(Dataset excerpts)
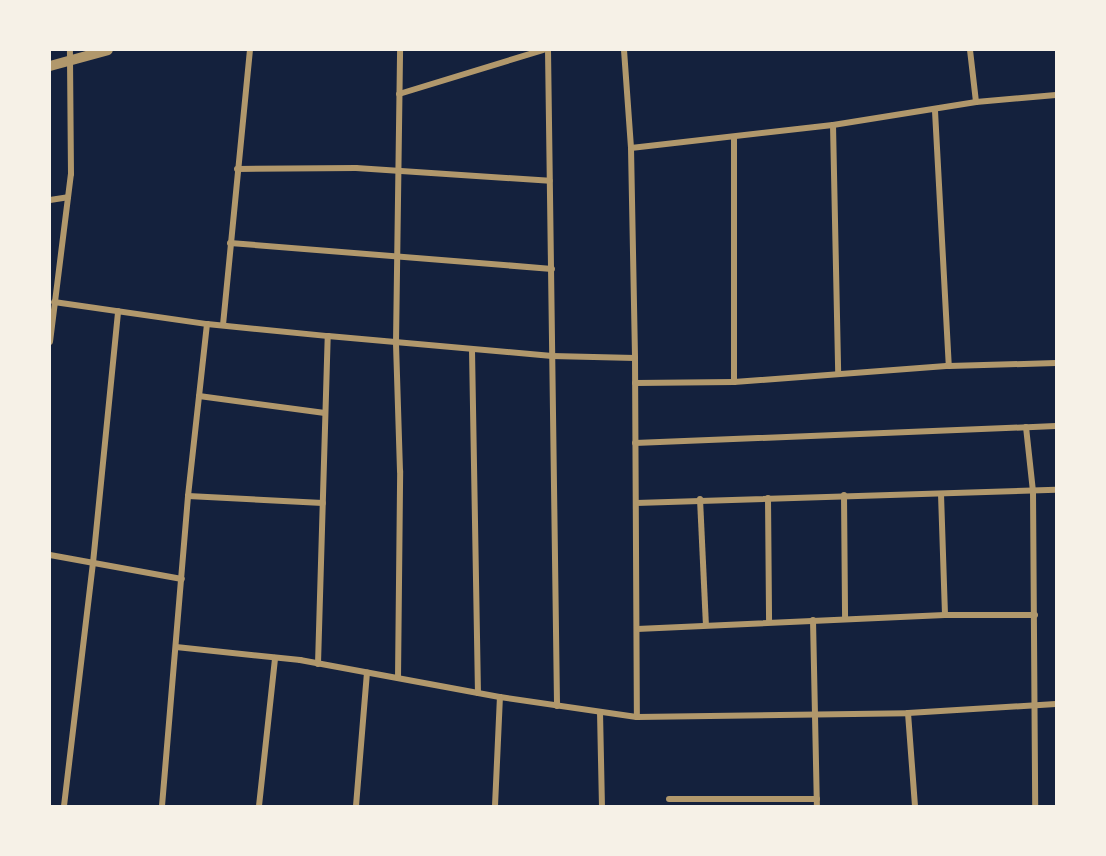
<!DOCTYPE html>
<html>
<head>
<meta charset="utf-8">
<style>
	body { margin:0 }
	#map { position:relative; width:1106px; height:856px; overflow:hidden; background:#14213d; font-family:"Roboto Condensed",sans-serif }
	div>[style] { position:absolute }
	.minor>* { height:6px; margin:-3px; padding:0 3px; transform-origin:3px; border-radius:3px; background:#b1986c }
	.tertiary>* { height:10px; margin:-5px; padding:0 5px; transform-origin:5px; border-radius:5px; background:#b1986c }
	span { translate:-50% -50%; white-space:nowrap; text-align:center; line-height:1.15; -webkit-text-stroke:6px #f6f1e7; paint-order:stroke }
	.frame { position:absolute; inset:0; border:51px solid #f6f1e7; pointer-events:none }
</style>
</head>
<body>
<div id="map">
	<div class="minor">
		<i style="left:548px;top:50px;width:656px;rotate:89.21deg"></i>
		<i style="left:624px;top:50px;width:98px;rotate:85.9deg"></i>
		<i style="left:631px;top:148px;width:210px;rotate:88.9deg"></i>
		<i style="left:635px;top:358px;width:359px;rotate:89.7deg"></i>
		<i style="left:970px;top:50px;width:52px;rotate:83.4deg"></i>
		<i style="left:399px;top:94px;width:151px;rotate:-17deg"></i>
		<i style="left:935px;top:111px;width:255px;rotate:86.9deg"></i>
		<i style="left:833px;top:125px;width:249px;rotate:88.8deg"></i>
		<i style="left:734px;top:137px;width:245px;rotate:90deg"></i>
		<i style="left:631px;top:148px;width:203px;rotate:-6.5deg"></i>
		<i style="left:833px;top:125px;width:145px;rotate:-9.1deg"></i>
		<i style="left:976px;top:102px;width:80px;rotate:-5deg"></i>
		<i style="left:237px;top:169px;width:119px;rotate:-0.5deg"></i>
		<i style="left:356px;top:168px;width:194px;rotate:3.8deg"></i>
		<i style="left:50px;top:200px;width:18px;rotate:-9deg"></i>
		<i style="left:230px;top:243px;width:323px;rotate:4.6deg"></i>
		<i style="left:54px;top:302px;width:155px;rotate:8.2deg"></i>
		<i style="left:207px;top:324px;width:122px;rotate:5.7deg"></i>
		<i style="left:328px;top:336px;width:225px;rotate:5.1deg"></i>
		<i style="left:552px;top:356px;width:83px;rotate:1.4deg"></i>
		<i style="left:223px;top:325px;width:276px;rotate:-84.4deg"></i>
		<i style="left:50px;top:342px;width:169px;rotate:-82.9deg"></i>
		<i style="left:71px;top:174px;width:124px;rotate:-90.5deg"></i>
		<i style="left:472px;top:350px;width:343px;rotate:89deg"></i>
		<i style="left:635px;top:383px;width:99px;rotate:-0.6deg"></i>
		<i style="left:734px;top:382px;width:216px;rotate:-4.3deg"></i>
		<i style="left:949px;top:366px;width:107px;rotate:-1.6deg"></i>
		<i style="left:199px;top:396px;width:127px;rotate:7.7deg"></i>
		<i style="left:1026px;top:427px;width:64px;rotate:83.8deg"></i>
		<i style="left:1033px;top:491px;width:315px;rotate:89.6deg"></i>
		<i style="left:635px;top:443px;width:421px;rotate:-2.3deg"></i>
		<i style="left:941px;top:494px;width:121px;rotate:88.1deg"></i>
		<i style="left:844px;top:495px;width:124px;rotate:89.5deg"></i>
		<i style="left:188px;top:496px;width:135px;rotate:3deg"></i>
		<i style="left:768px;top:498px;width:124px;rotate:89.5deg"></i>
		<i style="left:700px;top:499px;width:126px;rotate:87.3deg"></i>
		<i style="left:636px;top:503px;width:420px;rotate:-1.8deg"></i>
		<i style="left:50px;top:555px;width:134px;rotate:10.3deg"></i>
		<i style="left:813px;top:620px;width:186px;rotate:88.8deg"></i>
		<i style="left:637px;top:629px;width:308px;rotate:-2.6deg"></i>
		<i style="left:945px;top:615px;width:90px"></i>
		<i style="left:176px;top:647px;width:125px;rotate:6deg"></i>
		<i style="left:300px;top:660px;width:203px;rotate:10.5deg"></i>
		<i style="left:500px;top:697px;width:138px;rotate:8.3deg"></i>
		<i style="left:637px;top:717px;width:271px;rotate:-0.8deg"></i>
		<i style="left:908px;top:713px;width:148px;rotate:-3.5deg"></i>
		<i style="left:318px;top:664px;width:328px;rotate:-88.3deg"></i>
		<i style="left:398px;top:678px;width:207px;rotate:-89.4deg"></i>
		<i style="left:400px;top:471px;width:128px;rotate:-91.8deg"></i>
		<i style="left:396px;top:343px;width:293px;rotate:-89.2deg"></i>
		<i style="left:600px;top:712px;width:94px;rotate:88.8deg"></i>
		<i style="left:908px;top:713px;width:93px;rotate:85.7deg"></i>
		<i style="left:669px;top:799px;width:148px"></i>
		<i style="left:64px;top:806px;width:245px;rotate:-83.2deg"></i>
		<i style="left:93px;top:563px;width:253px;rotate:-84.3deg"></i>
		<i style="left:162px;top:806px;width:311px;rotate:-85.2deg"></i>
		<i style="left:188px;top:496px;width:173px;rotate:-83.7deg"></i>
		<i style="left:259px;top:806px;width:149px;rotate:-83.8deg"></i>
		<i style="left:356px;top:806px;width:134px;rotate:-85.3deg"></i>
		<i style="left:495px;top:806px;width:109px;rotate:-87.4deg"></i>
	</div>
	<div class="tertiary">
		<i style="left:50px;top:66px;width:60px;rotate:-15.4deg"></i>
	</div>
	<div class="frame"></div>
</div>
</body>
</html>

*Exercise brief*
The response should hold only an exact retyping of the lines from the beginning of the data through the line containing "position:relative; width:1106px; height:856px;", both ends kept, pictures omitted.

*Written answer*
<!DOCTYPE html>
<html>
<head>
<meta charset="utf-8">
<style>
	body { margin:0 }
	#map { position:relative; width:1106px; height:856px; overflow:hidden; background:#14213d; font-family:"Roboto Condensed",sans-serif }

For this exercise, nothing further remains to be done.